* WORK INSTRUCTION:
An image-free, verbatim transcription of the records is the expected result.

[Opening INFORMATION section]

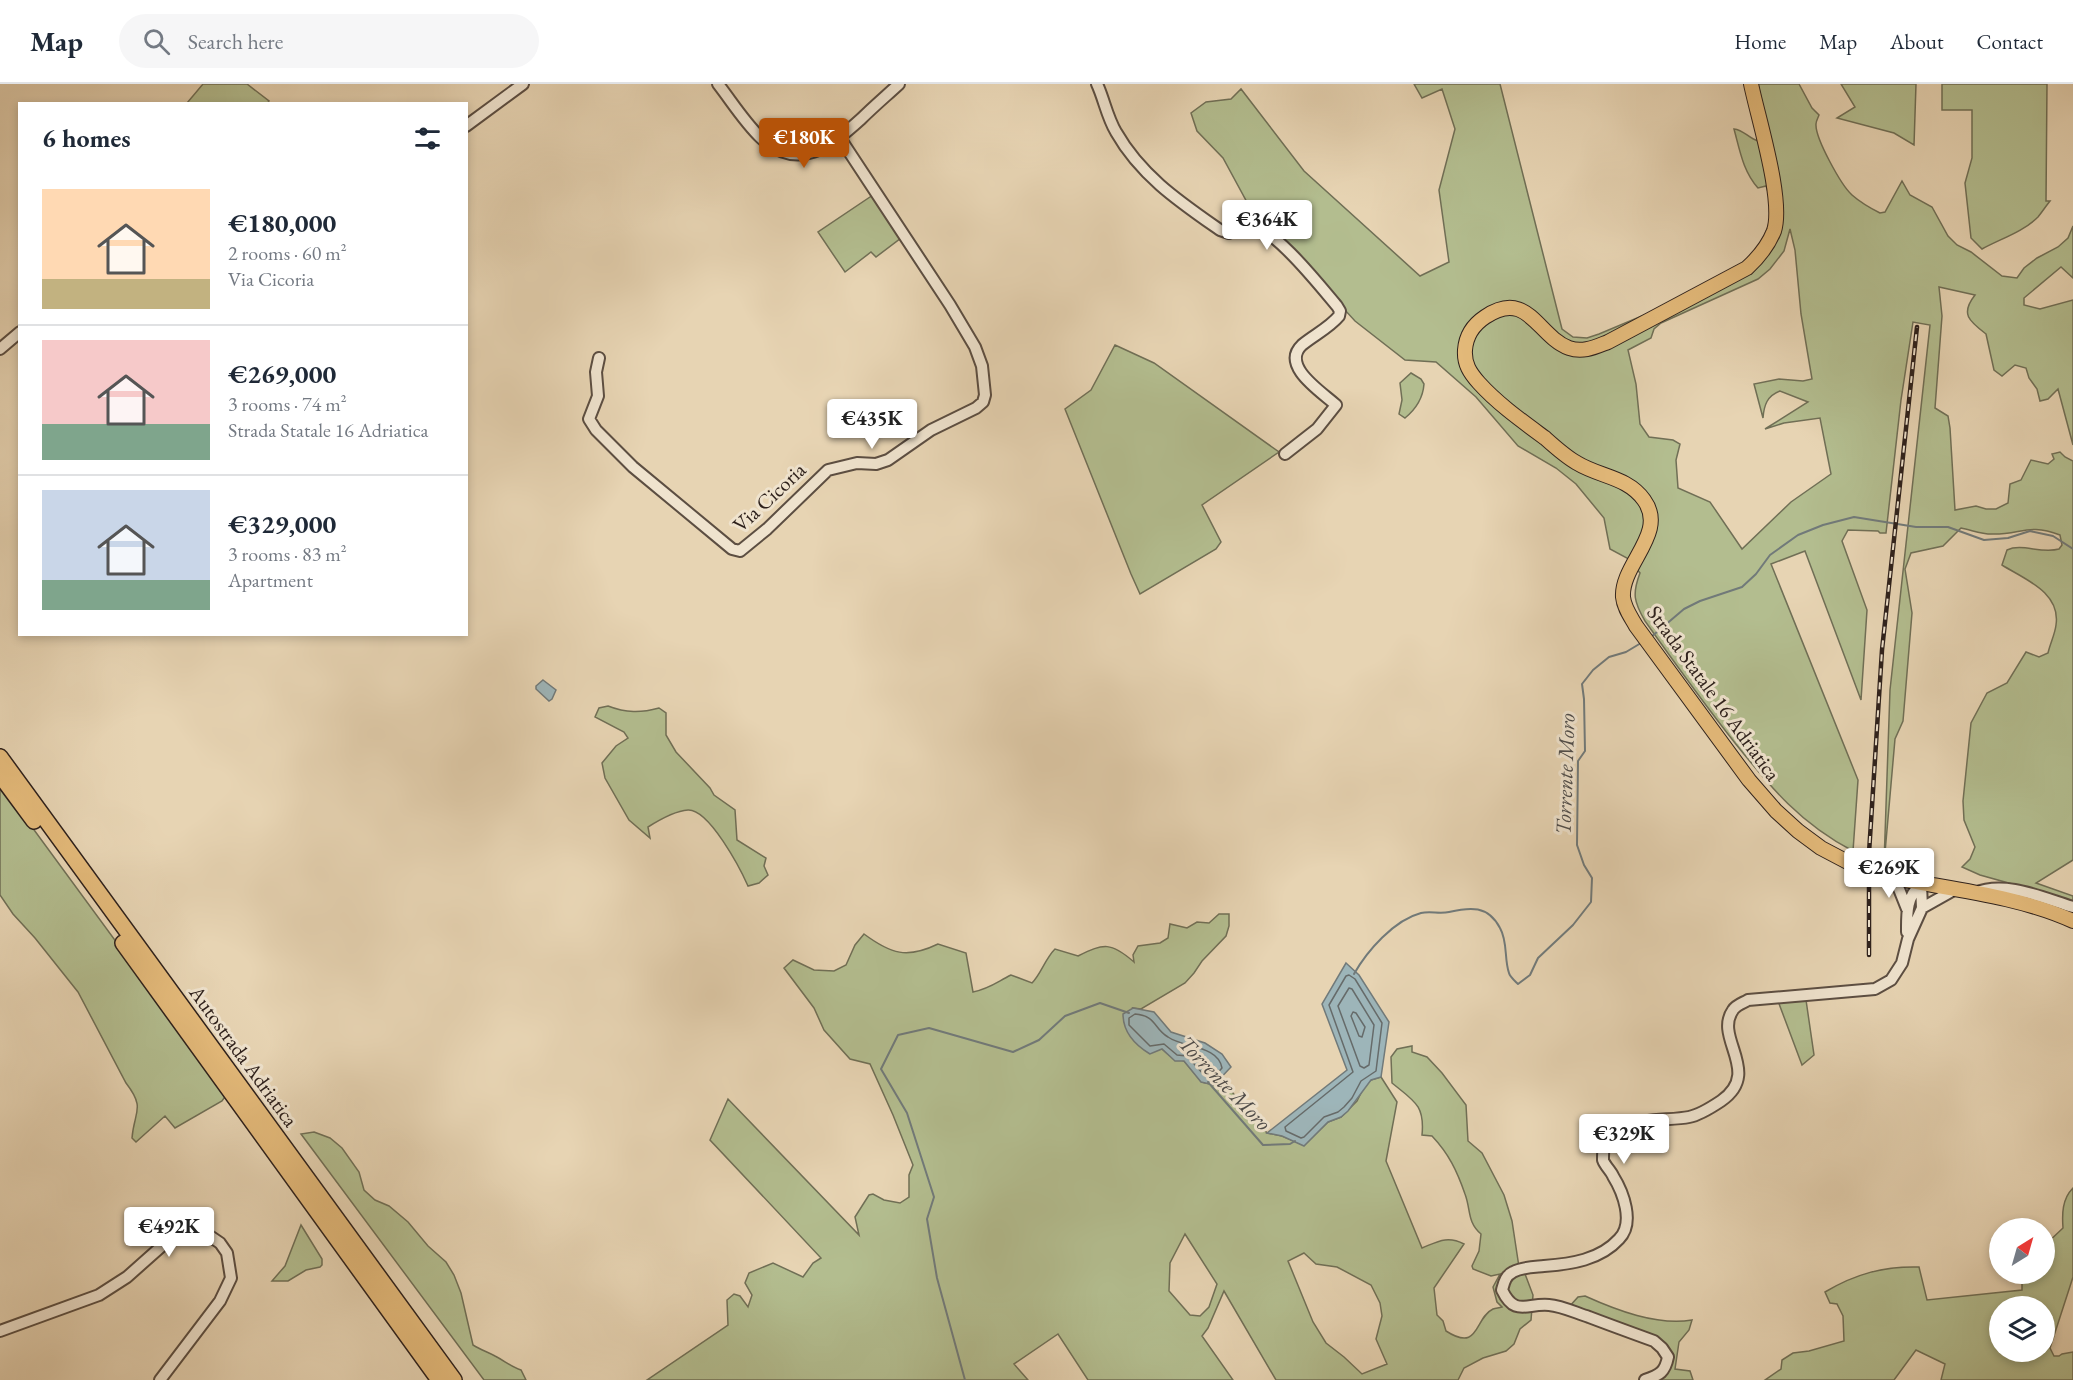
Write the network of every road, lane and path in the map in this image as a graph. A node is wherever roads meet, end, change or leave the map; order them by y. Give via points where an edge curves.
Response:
1 (523, 84) edge
2 (718, 84) edge
3 (898, 84) edge
4 (1097, 84) edge
5 (1750, 84) edge
6 (468, 125) edge
7 (840, 138) junction
8 (18, 334) edge
9 (0, 349) edge
10 (599, 358) dead end
11 (1285, 454) dead end
12 (0, 757) edge
13 (0, 775) edge
14 (55, 841) junction
15 (1892, 878) junction
16 (1921, 884) junction
17 (1954, 890) junction
18 (1974, 894) junction
19 (2047, 898) junction
20 (2031, 906) junction
21 (2073, 907) edge
22 (1922, 908) junction
23 (1907, 911) junction
24 (2073, 921) edge
25 (1908, 939) junction
26 (0, 1331) edge
27 (160, 1380) edge
28 (440, 1380) edge
29 (454, 1380) edge
30 (1645, 1380) edge

1 - 6 street
2 - 7 street via 760,137 783,153 808,154
3 - 7 street
4 - 11 street via 1116,132 1152,179 1220,230 1229,233 1248,224 1263,230 1285,248 1340,311 1339,316 1297,350 1295,361 1303,376 1336,405 1317,429
5 - 15 main road, Strada Statale 16 Adriatica, bridge via 1776,208 1775,228 1760,257 1747,268 1608,342 1585,350 1562,345 1532,316 1514,309 1494,311 1482,318 1466,342 1465,355 1472,375 1493,397 1578,464 1628,484 1644,499 1651,516 1650,529 1625,584 1625,607 1749,780 1776,811 1821,848 1859,868
7 - 10 street, Via Cicoria via 975,347 986,386 983,402 931,430 888,460 828,470 740,551 732,549 633,467 596,430 589,419 598,396
8 - 9 street
12 - 14 highway, Autostrada Adriatica
13 - 14 highway, Autostrada Adriatica
14 - 28 highway, Autostrada Adriatica
14 - 29 highway, Autostrada Adriatica
15 - 16 main road, Strada Statale 16 Adriatica
15 - 23 street
16 - 17 main road, Strada Statale 16 Adriatica
16 - 22 street
16 - 23 street via 1914,890
17 - 18 main road, Strada Statale 16 Adriatica
17 - 22 street
18 - 19 street via 1989,888
18 - 20 main road, Strada Statale 16 Adriatica
19 - 20 street via 2036,900
19 - 21 street
20 - 24 main road, Strada Statale 16 Adriatica
22 - 25 street
23 - 25 street
25 - 30 street via 1902,963 1891,980 1875,989 1748,1000 1733,1008 1728,1021 1739,1067 1738,1082 1724,1099 1691,1117 1634,1122 1615,1130 1604,1145 1603,1161 1627,1207 1621,1238 1604,1251 1574,1264 1527,1267 1505,1278 1502,1290 1512,1305 1561,1307 1654,1341 1668,1357 1666,1368
26 - 27 street via 99,1295 127,1277 172,1237 186,1230 201,1230 227,1253 231,1278 220,1301

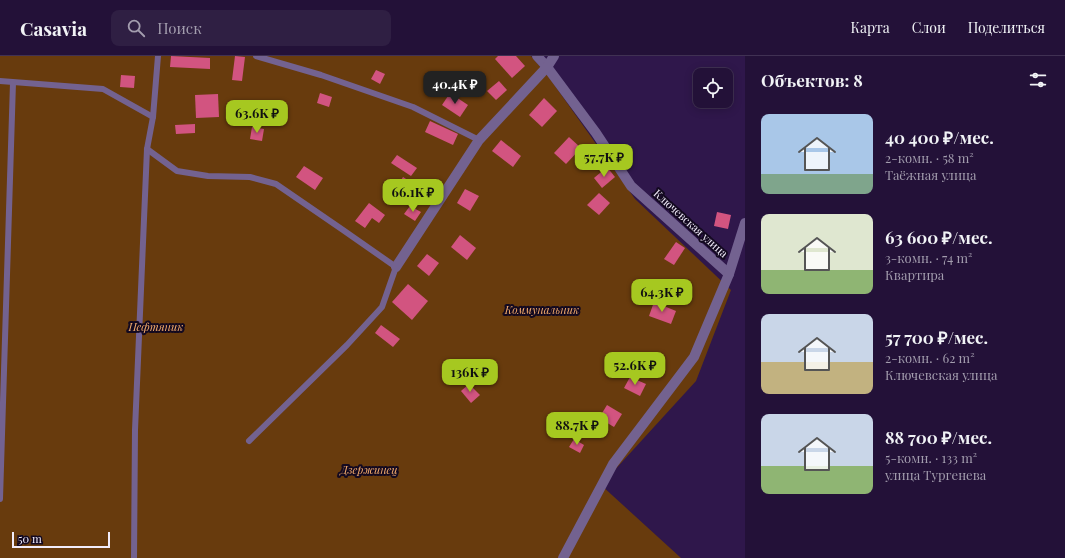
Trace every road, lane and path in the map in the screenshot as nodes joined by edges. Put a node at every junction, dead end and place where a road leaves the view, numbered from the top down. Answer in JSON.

[Closing INFORMATION section]

* WORKED SOLUTION:
Write the network of every road, lane and path in the map in this image as a graph. A node is wherever roads meet, end, change or leave the map; order them by y. Give via points where an edge curves.
Response:
1 (523, 84) edge
2 (718, 84) edge
3 (898, 84) edge
4 (1097, 84) edge
5 (1750, 84) edge
6 (468, 125) edge
7 (840, 138) junction
8 (18, 334) edge
9 (0, 349) edge
10 (599, 358) dead end
11 (1285, 454) dead end
12 (0, 757) edge
13 (0, 775) edge
14 (55, 841) junction
15 (1892, 878) junction
16 (1921, 884) junction
17 (1954, 890) junction
18 (1974, 894) junction
19 (2047, 898) junction
20 (2031, 906) junction
21 (2073, 907) edge
22 (1922, 908) junction
23 (1907, 911) junction
24 (2073, 921) edge
25 (1908, 939) junction
26 (0, 1331) edge
27 (160, 1380) edge
28 (440, 1380) edge
29 (454, 1380) edge
30 (1645, 1380) edge

1 - 6 street
2 - 7 street via 760,137 783,153 808,154
3 - 7 street
4 - 11 street via 1116,132 1152,179 1220,230 1229,233 1248,224 1263,230 1285,248 1340,311 1339,316 1297,350 1295,361 1303,376 1336,405 1317,429
5 - 15 main road, Strada Statale 16 Adriatica, bridge via 1776,208 1775,228 1760,257 1747,268 1608,342 1585,350 1562,345 1532,316 1514,309 1494,311 1482,318 1466,342 1465,355 1472,375 1493,397 1578,464 1628,484 1644,499 1651,516 1650,529 1625,584 1625,607 1749,780 1776,811 1821,848 1859,868
7 - 10 street, Via Cicoria via 975,347 986,386 983,402 931,430 888,460 828,470 740,551 732,549 633,467 596,430 589,419 598,396
8 - 9 street
12 - 14 highway, Autostrada Adriatica
13 - 14 highway, Autostrada Adriatica
14 - 28 highway, Autostrada Adriatica
14 - 29 highway, Autostrada Adriatica
15 - 16 main road, Strada Statale 16 Adriatica
15 - 23 street
16 - 17 main road, Strada Statale 16 Adriatica
16 - 22 street
16 - 23 street via 1914,890
17 - 18 main road, Strada Statale 16 Adriatica
17 - 22 street
18 - 19 street via 1989,888
18 - 20 main road, Strada Statale 16 Adriatica
19 - 20 street via 2036,900
19 - 21 street
20 - 24 main road, Strada Statale 16 Adriatica
22 - 25 street
23 - 25 street
25 - 30 street via 1902,963 1891,980 1875,989 1748,1000 1733,1008 1728,1021 1739,1067 1738,1082 1724,1099 1691,1117 1634,1122 1615,1130 1604,1145 1603,1161 1627,1207 1621,1238 1604,1251 1574,1264 1527,1267 1505,1278 1502,1290 1512,1305 1561,1307 1654,1341 1668,1357 1666,1368
26 - 27 street via 99,1295 127,1277 172,1237 186,1230 201,1230 227,1253 231,1278 220,1301

Trace every road, lane and path in the map in the screenshot as nodes joined by edges. Put a node at every junction, dead end and place where a road leaves the view, numbered from the top down. Answer in JSON.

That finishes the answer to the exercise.